The Dow Jones Industrial Average increased 90.27 points, or 0.29 percent, to 31,613.02. The S&P 500 fell 1.26 points, or 0.03 percent, to 3,931.33. The Nasdaq Composite Index dropped 82.00 points, or 0.58 percent, to 13,965.49.
Eight of the 11 primary S&P 500 sectors ended in green, with energy up 1.45 percent, leading the gainers. Technology slipped 1.03 percent, the worst-performing group.
U.S.-listed Chinese companies traded mostly lower with seven of the top 10 stocks by weight in the S&P U.S. Listed China 50 index ending the day on a downbeat note.
Wall Street sifted through the newly-released meeting minutes from the U.S. central bank.

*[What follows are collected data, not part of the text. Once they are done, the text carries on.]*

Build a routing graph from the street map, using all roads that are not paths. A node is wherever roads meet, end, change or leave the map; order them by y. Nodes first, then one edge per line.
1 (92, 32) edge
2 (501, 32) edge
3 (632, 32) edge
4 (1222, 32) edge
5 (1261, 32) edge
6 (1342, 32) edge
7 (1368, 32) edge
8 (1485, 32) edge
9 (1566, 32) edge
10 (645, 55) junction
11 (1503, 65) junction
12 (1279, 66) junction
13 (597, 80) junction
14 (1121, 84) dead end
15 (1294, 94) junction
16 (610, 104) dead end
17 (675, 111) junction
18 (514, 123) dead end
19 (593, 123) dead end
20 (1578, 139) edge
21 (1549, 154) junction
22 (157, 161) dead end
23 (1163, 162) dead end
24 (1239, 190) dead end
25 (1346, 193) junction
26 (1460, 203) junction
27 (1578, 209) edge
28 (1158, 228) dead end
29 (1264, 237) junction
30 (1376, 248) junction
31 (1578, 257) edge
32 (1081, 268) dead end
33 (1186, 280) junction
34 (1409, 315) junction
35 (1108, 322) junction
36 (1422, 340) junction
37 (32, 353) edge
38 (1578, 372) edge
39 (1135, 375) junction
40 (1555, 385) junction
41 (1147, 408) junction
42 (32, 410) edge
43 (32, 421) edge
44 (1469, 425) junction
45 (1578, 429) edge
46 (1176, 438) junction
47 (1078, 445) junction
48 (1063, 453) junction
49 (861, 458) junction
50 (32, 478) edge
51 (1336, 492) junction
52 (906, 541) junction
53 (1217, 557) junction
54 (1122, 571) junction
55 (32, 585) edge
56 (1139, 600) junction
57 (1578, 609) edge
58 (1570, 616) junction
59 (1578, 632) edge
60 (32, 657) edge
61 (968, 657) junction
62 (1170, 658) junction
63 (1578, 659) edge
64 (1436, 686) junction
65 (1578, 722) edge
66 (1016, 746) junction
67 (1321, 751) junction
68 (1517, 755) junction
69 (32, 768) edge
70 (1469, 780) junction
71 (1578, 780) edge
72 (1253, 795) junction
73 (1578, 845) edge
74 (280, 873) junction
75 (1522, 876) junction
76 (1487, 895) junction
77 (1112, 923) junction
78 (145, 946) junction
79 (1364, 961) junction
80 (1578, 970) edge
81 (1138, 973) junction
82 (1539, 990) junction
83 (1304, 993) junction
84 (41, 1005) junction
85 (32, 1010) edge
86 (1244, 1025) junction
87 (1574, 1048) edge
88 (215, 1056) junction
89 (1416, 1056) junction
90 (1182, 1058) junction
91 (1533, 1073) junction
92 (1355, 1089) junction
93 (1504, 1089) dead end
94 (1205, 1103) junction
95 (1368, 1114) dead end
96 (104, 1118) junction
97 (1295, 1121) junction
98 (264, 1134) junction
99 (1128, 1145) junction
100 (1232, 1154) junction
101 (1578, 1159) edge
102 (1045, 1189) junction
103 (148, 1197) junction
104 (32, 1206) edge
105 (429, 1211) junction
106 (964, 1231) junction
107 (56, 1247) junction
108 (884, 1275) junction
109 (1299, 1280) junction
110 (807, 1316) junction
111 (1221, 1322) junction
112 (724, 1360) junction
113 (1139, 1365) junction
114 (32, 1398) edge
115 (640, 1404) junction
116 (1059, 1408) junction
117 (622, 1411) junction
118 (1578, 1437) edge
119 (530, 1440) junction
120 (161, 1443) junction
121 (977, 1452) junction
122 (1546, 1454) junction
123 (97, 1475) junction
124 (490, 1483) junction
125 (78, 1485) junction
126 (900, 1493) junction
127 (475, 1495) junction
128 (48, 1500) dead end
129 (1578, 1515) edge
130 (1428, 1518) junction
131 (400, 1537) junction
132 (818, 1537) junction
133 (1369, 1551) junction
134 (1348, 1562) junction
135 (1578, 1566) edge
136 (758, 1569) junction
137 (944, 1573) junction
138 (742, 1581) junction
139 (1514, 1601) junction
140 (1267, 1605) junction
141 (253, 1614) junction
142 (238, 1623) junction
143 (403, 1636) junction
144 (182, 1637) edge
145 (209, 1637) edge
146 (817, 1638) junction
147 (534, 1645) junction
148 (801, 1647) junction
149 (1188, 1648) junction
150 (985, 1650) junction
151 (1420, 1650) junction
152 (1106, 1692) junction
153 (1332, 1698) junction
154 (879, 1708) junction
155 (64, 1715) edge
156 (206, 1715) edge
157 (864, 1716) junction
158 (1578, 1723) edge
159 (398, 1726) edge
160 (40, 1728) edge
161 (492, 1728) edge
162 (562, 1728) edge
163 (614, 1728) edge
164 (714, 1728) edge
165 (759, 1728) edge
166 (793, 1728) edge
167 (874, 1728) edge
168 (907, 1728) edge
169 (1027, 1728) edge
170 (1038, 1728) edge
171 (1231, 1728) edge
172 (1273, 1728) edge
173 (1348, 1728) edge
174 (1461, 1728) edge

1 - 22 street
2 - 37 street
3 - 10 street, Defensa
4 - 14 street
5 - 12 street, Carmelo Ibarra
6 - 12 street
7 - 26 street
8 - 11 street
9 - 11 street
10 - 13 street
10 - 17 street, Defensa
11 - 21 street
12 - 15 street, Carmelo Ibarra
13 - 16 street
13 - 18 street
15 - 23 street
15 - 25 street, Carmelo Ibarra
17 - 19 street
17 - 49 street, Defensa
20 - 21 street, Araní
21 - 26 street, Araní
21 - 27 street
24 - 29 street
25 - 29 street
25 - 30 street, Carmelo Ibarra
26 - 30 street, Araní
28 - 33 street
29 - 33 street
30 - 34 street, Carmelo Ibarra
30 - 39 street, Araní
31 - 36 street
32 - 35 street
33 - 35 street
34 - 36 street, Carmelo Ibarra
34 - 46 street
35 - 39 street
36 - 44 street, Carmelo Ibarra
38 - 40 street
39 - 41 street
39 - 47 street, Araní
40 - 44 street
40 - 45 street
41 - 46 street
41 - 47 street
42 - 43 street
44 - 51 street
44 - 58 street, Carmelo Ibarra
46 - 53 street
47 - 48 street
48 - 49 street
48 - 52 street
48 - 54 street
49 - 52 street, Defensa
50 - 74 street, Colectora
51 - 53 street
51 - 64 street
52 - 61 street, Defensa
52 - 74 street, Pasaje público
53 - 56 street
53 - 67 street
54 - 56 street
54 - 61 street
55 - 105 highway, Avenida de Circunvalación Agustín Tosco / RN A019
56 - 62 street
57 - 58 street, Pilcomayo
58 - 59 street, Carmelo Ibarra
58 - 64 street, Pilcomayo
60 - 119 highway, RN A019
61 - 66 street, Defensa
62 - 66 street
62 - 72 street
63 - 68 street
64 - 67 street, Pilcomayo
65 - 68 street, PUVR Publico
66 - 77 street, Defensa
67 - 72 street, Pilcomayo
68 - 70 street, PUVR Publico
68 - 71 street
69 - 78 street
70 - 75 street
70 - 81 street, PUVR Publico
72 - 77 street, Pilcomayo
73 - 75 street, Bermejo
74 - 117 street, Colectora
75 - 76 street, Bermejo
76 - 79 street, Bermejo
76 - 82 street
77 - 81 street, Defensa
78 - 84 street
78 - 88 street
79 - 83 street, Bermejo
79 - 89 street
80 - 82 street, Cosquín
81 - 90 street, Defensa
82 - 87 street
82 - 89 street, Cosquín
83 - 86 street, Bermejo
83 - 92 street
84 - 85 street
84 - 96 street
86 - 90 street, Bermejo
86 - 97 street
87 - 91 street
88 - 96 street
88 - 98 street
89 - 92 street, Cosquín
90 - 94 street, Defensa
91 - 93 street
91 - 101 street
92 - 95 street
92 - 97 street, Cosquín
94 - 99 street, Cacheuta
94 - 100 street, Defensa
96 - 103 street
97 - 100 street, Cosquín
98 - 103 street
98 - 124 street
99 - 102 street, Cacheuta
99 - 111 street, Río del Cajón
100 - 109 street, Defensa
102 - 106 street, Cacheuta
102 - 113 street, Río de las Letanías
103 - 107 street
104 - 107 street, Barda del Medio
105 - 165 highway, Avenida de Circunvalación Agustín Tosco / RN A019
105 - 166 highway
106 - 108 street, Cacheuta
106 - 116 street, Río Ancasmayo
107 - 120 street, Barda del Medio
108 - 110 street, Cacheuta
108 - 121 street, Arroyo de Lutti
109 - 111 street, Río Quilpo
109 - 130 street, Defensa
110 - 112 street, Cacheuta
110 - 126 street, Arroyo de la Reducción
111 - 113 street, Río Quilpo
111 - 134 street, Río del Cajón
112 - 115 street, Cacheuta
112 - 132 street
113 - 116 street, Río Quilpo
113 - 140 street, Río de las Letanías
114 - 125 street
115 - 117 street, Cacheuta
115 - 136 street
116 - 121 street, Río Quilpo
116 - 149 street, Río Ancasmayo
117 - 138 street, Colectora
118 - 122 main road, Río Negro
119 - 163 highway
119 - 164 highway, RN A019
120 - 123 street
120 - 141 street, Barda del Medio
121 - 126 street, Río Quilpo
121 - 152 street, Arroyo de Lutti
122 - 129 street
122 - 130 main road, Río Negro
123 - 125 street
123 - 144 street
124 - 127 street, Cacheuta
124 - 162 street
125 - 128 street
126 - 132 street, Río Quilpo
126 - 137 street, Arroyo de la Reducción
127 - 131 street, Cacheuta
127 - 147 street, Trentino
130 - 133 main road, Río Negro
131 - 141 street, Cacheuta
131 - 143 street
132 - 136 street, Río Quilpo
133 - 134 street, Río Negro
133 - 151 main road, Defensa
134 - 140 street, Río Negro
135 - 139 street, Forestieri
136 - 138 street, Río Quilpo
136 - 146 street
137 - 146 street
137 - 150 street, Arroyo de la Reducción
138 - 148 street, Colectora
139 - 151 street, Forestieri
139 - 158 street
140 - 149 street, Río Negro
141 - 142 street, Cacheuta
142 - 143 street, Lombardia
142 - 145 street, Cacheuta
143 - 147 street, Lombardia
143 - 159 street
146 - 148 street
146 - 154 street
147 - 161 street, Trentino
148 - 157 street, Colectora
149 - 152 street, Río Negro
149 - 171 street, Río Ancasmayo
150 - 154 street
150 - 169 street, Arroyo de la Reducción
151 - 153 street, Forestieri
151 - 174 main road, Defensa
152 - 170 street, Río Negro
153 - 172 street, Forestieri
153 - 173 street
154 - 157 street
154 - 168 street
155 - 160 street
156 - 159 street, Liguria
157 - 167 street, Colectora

U.S. Federal Reserve officials broadly agreed that the Fed's easy monetary policy will remain in place for some time, according to the minutes of the Fed's recent policy meeting released Wednesday.
"Participants noted that economic conditions were currently far from the Committee's longer-run goals and that the stance for policy would need to remain accommodative until those goals were achieved," the Fed said in the minutes of its Jan. 26-27 meeting, referring to the Fed's policy-making committee.
The minutes also noted that the COVID-19 pandemic continued to "pose considerable risks" to U.S. economic outlook, including risks associated with new virus strains, and potential difficulties in the production and distribution of vaccines.
On the data front, U.S. retail sales surged 5.3 percent in January, the Department of Commerce said on Wednesday. The reading easily topped a Dow Jones estimate of a 1.2-percent rise.